Murray was born on September 21, 1950 in Evanston, Illinois, and was raised in Wilmette, Illinois, a northern suburb of Chicago. He is the son of Lucille (née Collins), a mail room clerk, and Edward Joseph Murray II, a lumber salesman. Murray and his eight siblings were raised in a Catholic Irish American family. Three of his siblings, John Murray, Joel Murray, and Brian Doyle-Murray, are also actors. A sister, Nancy, is an Adrian Dominican nun in Michigan, who has traveled the United States in a one-woman program, portraying St. Catherine of Siena. Their father died in 1967 at the age of 46 from complications of diabetes when Bill was 17 years old.
As a youth, Murray read children’s biographies of American heroes like Kit Carson, Wild Bill Hickok, and Davy Crockett. He attended St. Joseph grade school and Loyola Academy. During his teen years, he worked as a golf caddy to fund his education at the Jesuit high school. One of his sisters had polio and his mother suffered several miscarriages. During his teen years he was the lead singer of a rock band called the Dutch Masters and took part in high school and community theater.
After graduating, Murray attended Regis University in Denver, Colorado, taking pre-medical courses. He quickly dropped out, returning to Illinois. Decades later, in 2007, Regis awarded him an honorary Doctor of Humanities degree. On September 21, 1970, his 20th birthday, the police arrested Murray at Chicago’s O’Hare Airport for trying to smuggle 10 lb (4.5 kg) of cannabis, which he had allegedly intended to sell. Murray was convicted and sentenced to probation.

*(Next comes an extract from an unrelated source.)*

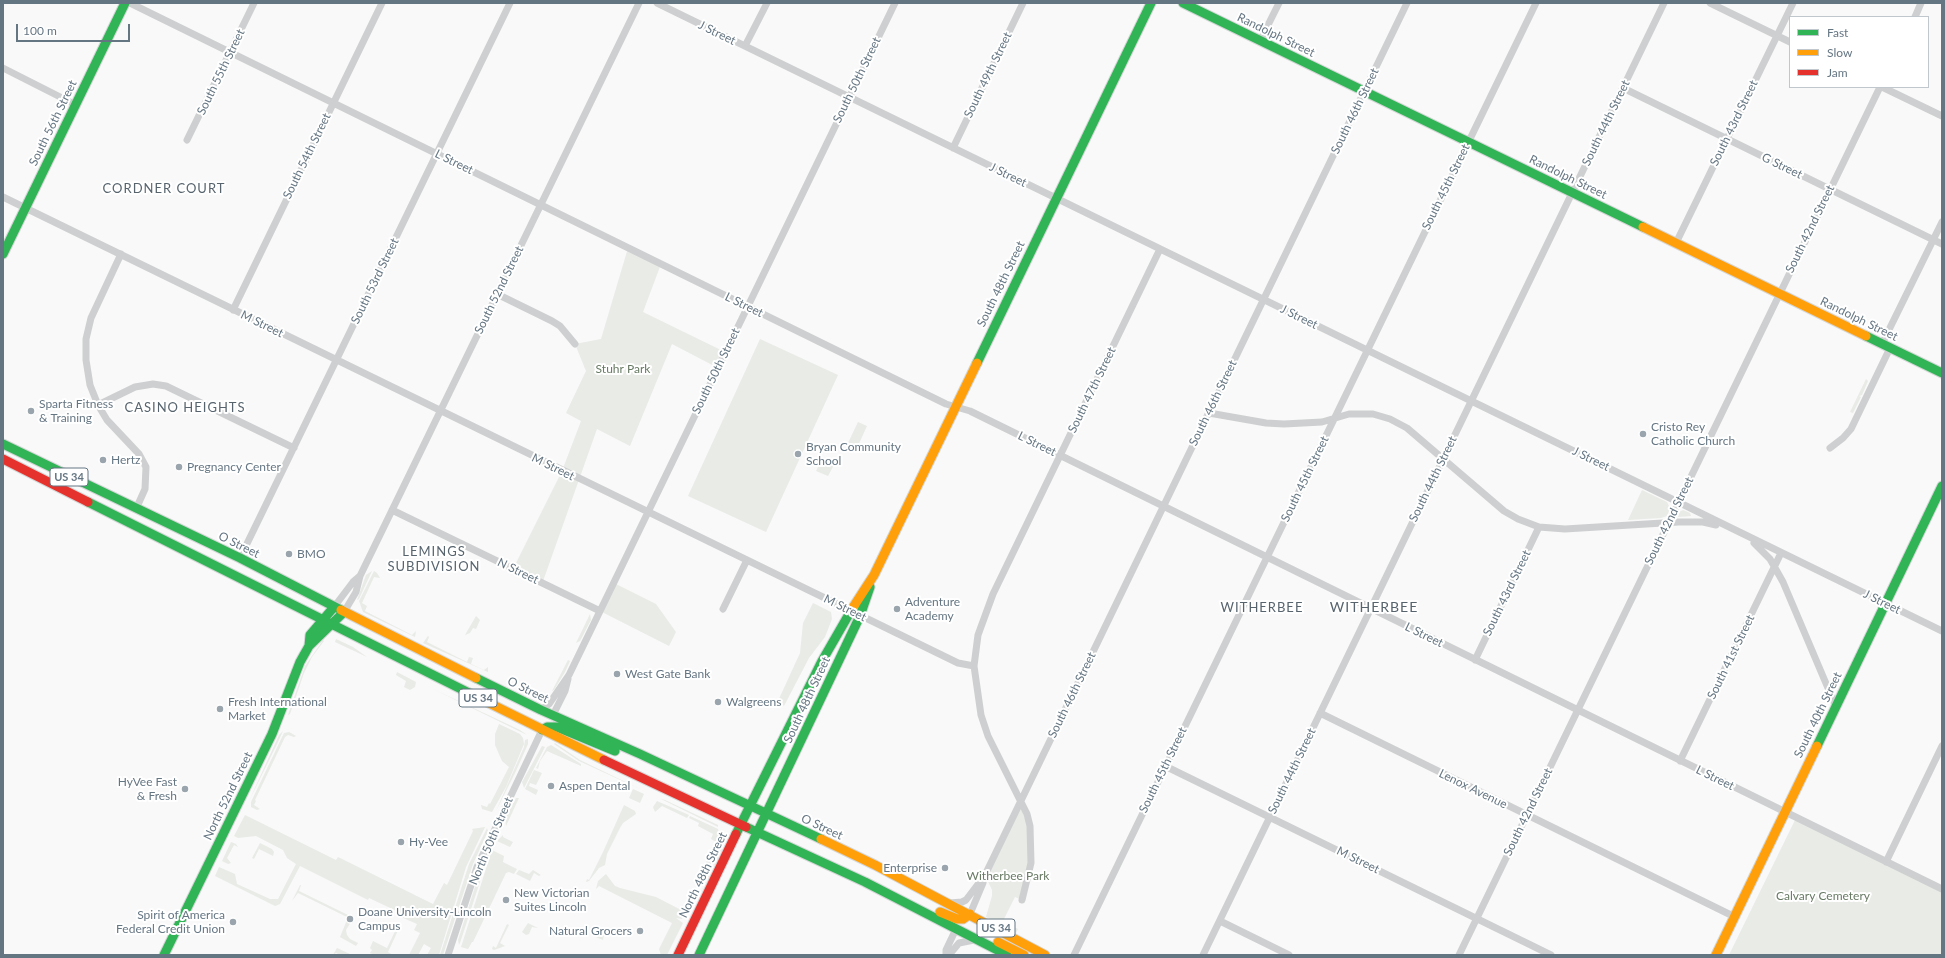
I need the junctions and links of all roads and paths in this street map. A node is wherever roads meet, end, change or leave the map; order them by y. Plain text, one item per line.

During the filming of Stripes, Murray married Margaret Kelly on Super Bowl Sunday in Las Vegas on January 25, 1981. Later, they remarried in Chicago for their families. Margaret gave birth to two sons, Homer (born 1982) and Luke (born 1985). Luke is an assistant basketball coach at Xavier University. Following Murray’s affair with Jennifer Butler, the couple divorced in 1996. In 1997, he married Butler. Together, they have four sons: Caleb (born January 11, 1993), Jackson (born October 6, 1995), Cooper (born January 27, 1997), and Lincoln (born May 30, 2001). Butler filed for divorce on May 12, 2008, accusing Murray of domestic violence, infidelity, and addictions to sex, marijuana and alcohol Their divorce was finalized on June 13, 2008.
Murray was once pulled over by Swedish police on suspicion of driving a golf cart under the influence of alcohol.
Murray has homes in Los Angeles; Martha’s Vineyard, Massachusetts; Charleston, South Carolina; and Palisades, New York, a suburb of New York City. Between 2008 and 2013, Murray maintained a residence in the Greenwich Village neighborhood of New York City.
During the 2000 presidential campaign, Murray supported Green Party candidate Ralph Nader. He also donated $1,000 to former Governor of Nebraska Bob Kerrey’s successful election to the United States Senate in 1988.